L’idée selon laquelle les toutes premières années d’existence sont absolument déterminantes dans le développement du cerveau des enfants est souvent mise en avant dans les livres dédiés à la parentalité. Mais si le système cérébral des enfants se développe effectivement à un rythme effréné à cet âge-là, notre cerveau reste capable d’évoluer tout au long de la vie, assure le chercheur en neurosciences Jérôme Prado       

Dès leurs premiers pas sur Terre, les enfants se développent et apprennent à un rythme impressionnant. Ils explorent le langage, emmagasinent du vocabulaire, et assimilent un grand nombre de compétences issues de leurs interactions avec leur environnement. De quoi imaginer que leur cerveau de futurs adultes se façonne entièrement au cours des premières années ?

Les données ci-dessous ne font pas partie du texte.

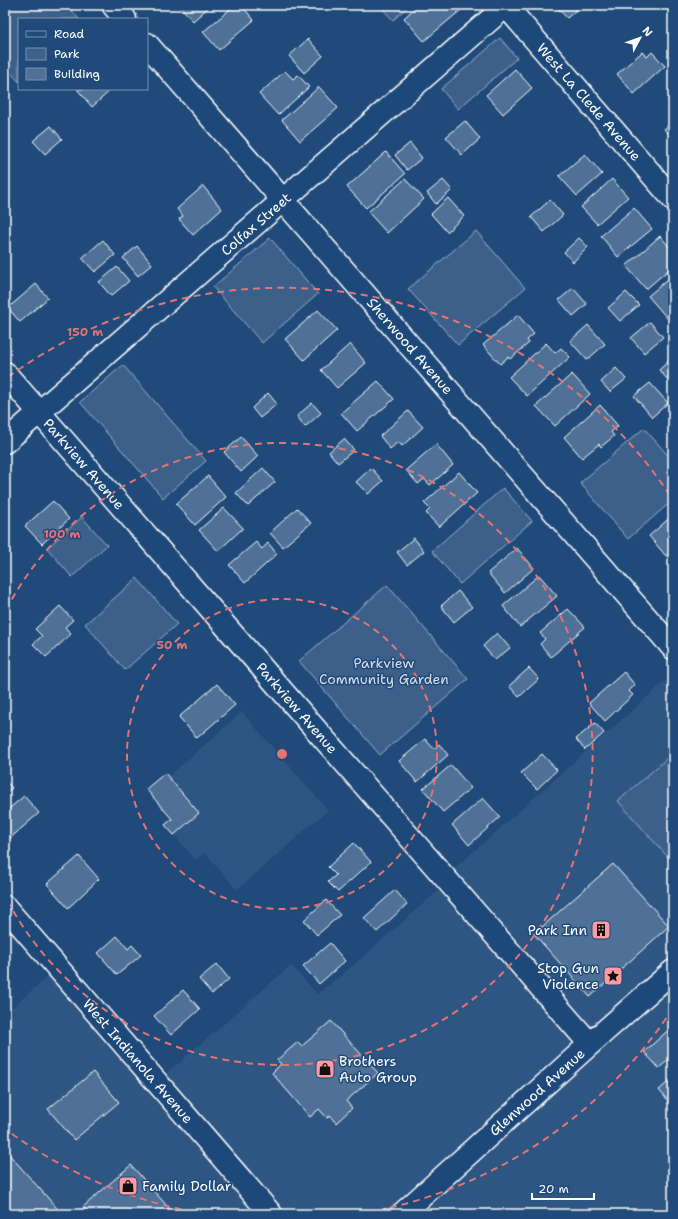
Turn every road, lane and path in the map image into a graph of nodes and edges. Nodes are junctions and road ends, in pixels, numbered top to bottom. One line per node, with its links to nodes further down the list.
1 (113, 5): 3 (street)
2 (506, 5): 5 (street, West La Clede Avenue); 6 (street, Colfax Street)
3 (125, 18)
4 (148, 45): 6 (street, Sherwood Avenue)
5 (673, 198)
6 (283, 200): 8 (street, Colfax Street); 10 (street, Sherwood Avenue)
7 (5, 373): 8 (street, Parkview Avenue)
8 (39, 412): 9 (street, Colfax Street); 13 (street, Parkview Avenue)
9 (5, 442)
10 (673, 648)
11 (5, 907): 14 (street, West Indianola Avenue)
12 (673, 971): 13 (street, Glenwood Avenue)
13 (590, 1044): 15 (street, Glenwood Avenue)
14 (272, 1214)
15 (402, 1214)

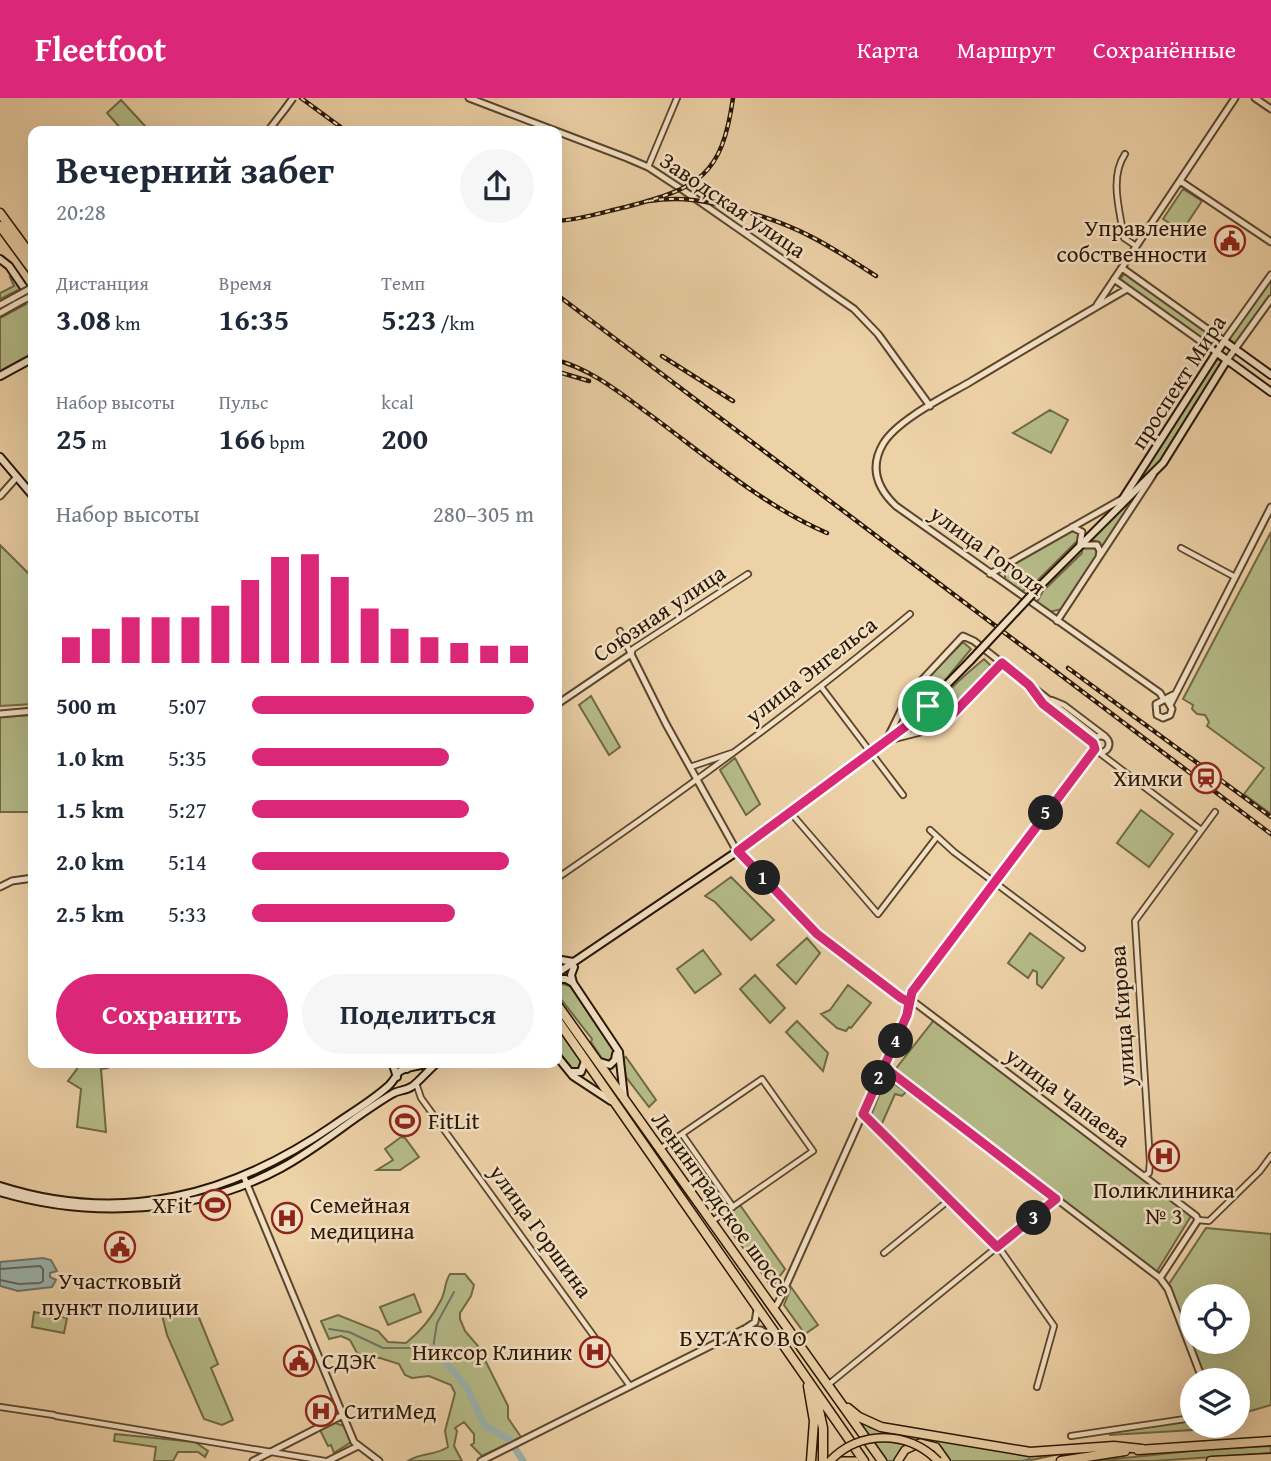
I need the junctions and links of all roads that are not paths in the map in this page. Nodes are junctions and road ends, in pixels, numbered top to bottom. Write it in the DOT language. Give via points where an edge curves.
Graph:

Si l’on se réfère aux titres des ouvrages qui garnissent les rayons dédiés à la parentalité dans les librairies, cela ne fait aucun doute. Ainsi, le livre au titre évocateur « Tout se joue avant 6 ans » rédigé par le psychologue américain Fitzhugh Dodson dans les années 1970 est toujours un best-seller.   

Les recherches menées en neurosciences montrent même que c’est au cours des 3 premières années de sa vie que l’enfant crée le plus de synapses. Ces dernières sont fondamentales : elles permettent aux neurones de se connecter entre eux et d’échanger ainsi des informations. « Un enfant nait avec un cerveau contenant à peu près le même nombre de neurones qu’un adulte, c’est-à-dire 80 à 90 milliards. Mais durant les 2 à 3 premières années, les synapses se mettent en place à un rythme effréné », s’enthousiasme Jérôme Prado, chercheur au sein du Centre de recherche en neurosciences de Lyon (CRNL).     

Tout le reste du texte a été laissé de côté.